Governance 'a rising issue' for Asia-Pacific insurers
Governance is an issue growing in importance for insurance companies in the Asia-Pacific region and outweighs environmental risk, a new report from S&P says.
S&P has just published its first-ever series of ESG (Environmental, Social, Governance) report cards for the insurance sector.
The ESG factors materially influence about 5% of S&P’s credit ratings on insurers in the Asia-Pacific.
“Governance is increasingly important to maintain public trust,” the ratings agency says. “This factor is more likely to be a negative drag for insurers in the region, as reflected in recent examples of regulatory intervention or breakdowns in risk management culture and compliance standards.”
It points to the example of AMP Life, where governance concerns in the fallout of the financial services royal commission weakened credit quality and the brand damage undermined its business profile, with high asset management outflows.

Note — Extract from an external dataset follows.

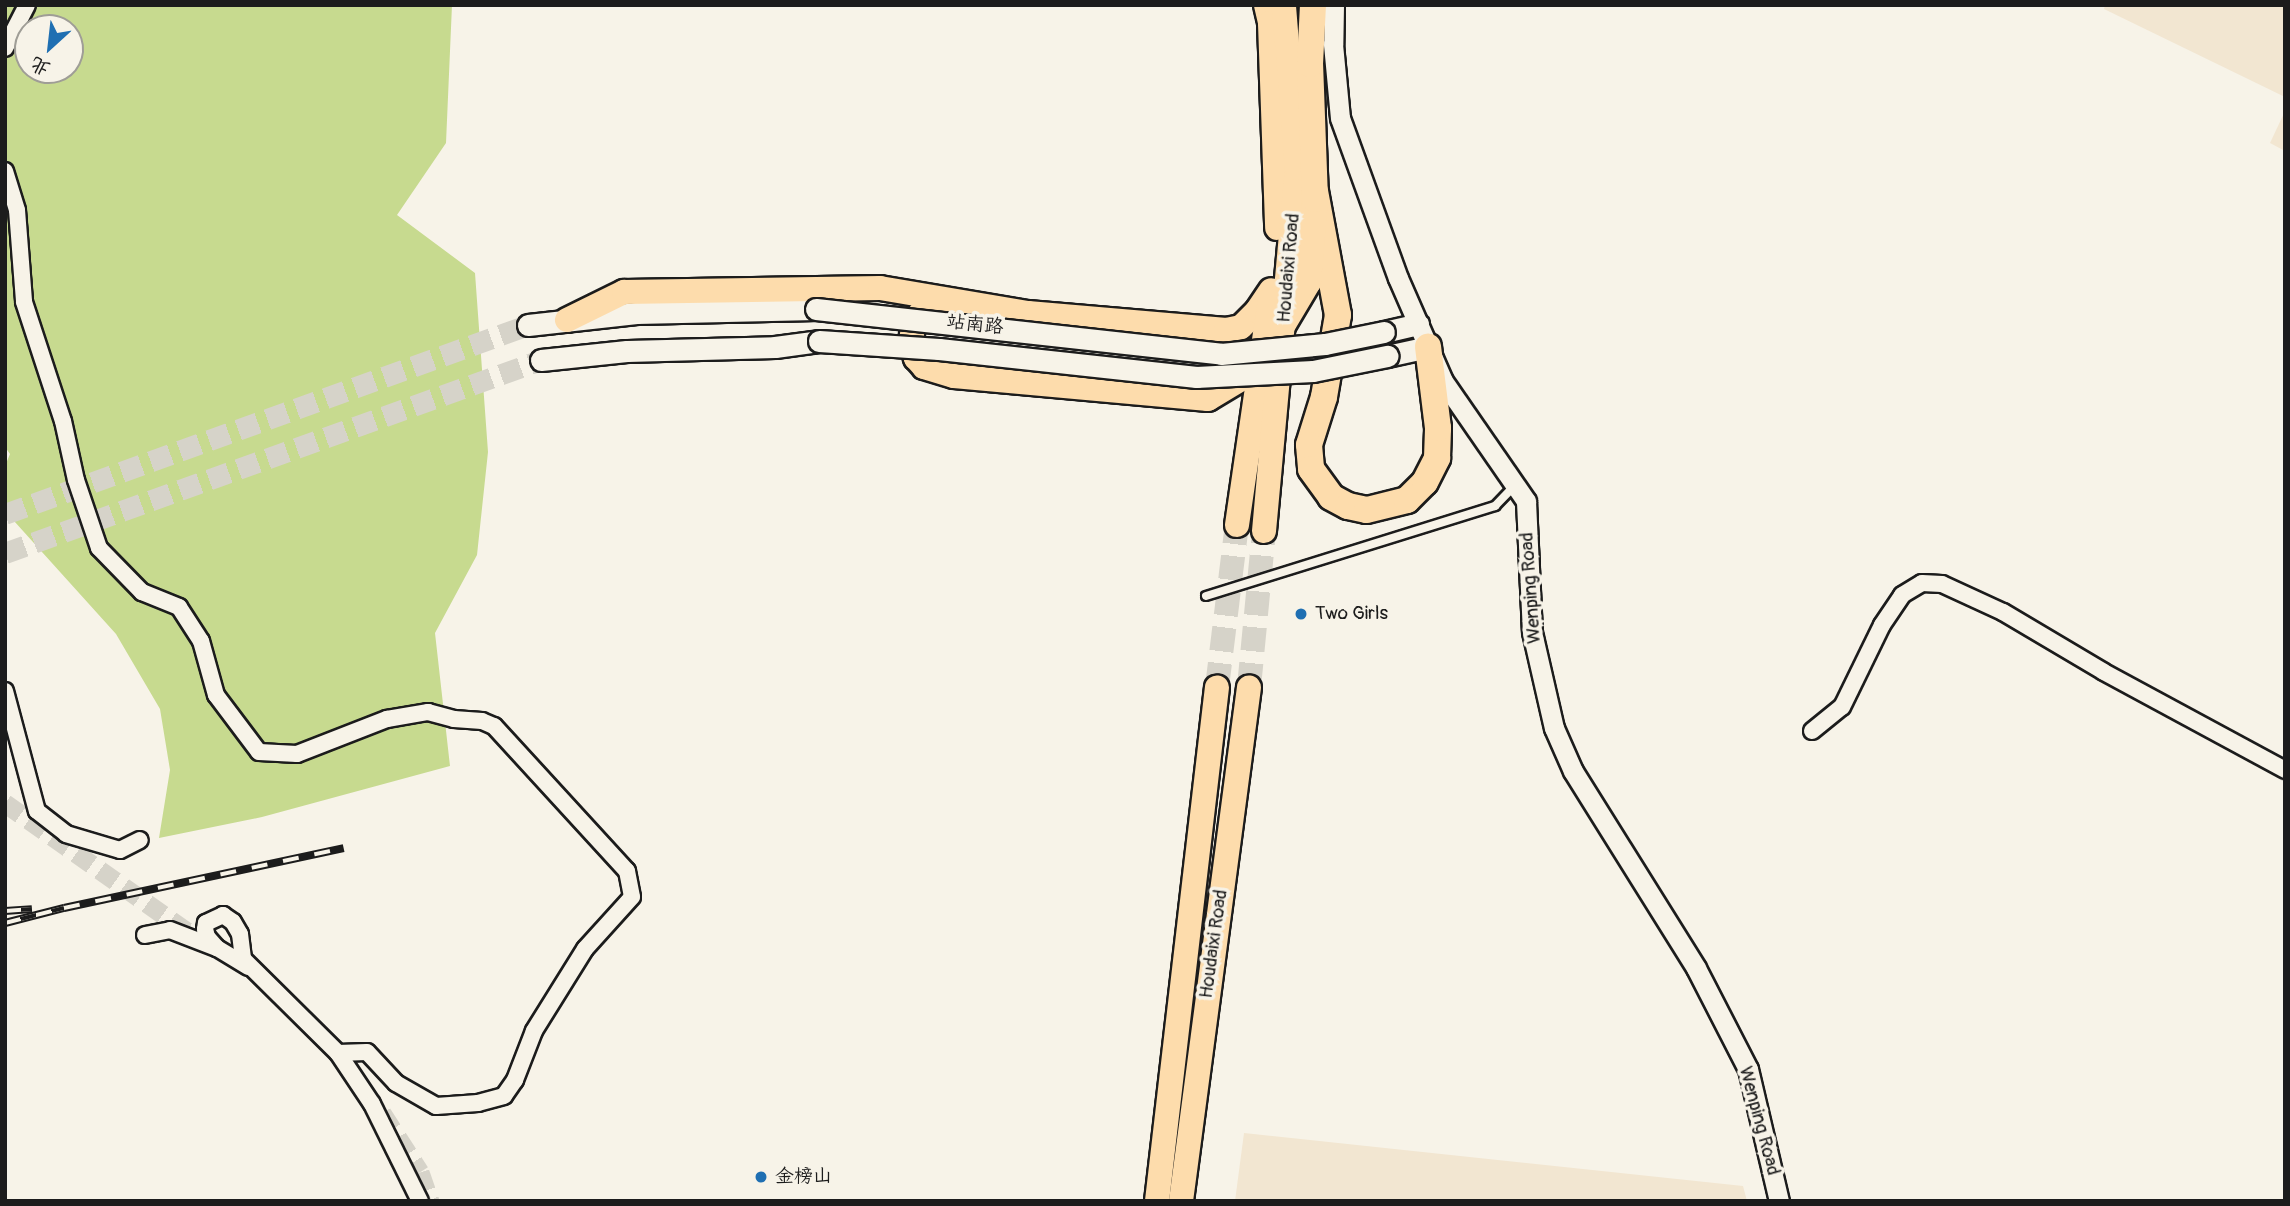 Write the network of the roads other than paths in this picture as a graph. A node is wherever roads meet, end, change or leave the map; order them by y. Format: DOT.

Direct risks and opportunities for insurers lie in treating customers fairly, ensuring proper governance and transparency and enabling gender equality in the workforce, the ratings agency says.
Indirectly, insurers also assume their counterparties' exposure to risks through their investment portfolios and insurance liabilities. In many cases the indirect sources of ESG risk can be more material than the direct sources.

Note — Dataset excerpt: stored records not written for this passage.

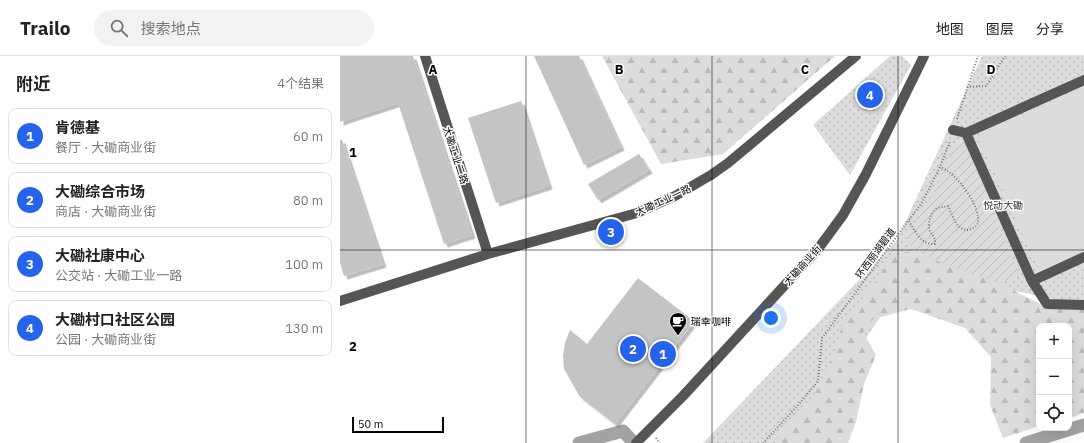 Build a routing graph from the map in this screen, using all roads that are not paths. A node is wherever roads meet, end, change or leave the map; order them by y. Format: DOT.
graph roads {
  1 [pos="425,56"];
  2 [pos="856,56"];
  3 [pos="924,56"];
  4 [pos="1084,80"];
  5 [pos="953,130"];
  6 [pos="966,133"];
  7 [pos="488,254"];
  8 [pos="1084,257"];
  9 [pos="1032,280"];
  10 [pos="340,301"];
  11 [pos="1084,305"];
  12 [pos="636,443"];
  1 -- 7 [label="street, 大磡工业二路"];
  2 -- 7 [label="street, 大磡工业一路"];
  3 -- 12 [label="street, 大磡商业街"];
  4 -- 6 [label="street"];
  5 -- 6 [label="street"];
  6 -- 9 [label="street"];
  7 -- 10 [label="street, 大磡工业一路"];
  8 -- 9 [label="street"];
  9 -- 11 [label="street"];
}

S&P says environmental risk mostly influences property reinsurance, though the recent bushfires in Australia underline broader climate change risks.
Social factors are more relevant to life and health insurers' creditworthiness, “given their susceptibility to demographic changes, such as consumer behaviour, mortality and morbidity trends”.
It also highlights IAG’s work in balancing equitable customer outcomes around coverage and affordability under increasing community and regulatory expectation and scrutiny.
QBE’s exposure to ESG is assessed as moderate, with social risks broadly in line with global multi-line peers, although catastrophes and adverse large risk claims experience mean the insurer may be slightly more affected by environmental issues than other higher-rated global multi-line peers.
“We view QBE's risk management and risk culture positively, with appropriate investment in monitoring systems and controls,” S&P says. “Its governance framework is well developed.”
Suncorp Group's environmental and social risk factors are assessed as aligned with its peers, as are corporate governance practices.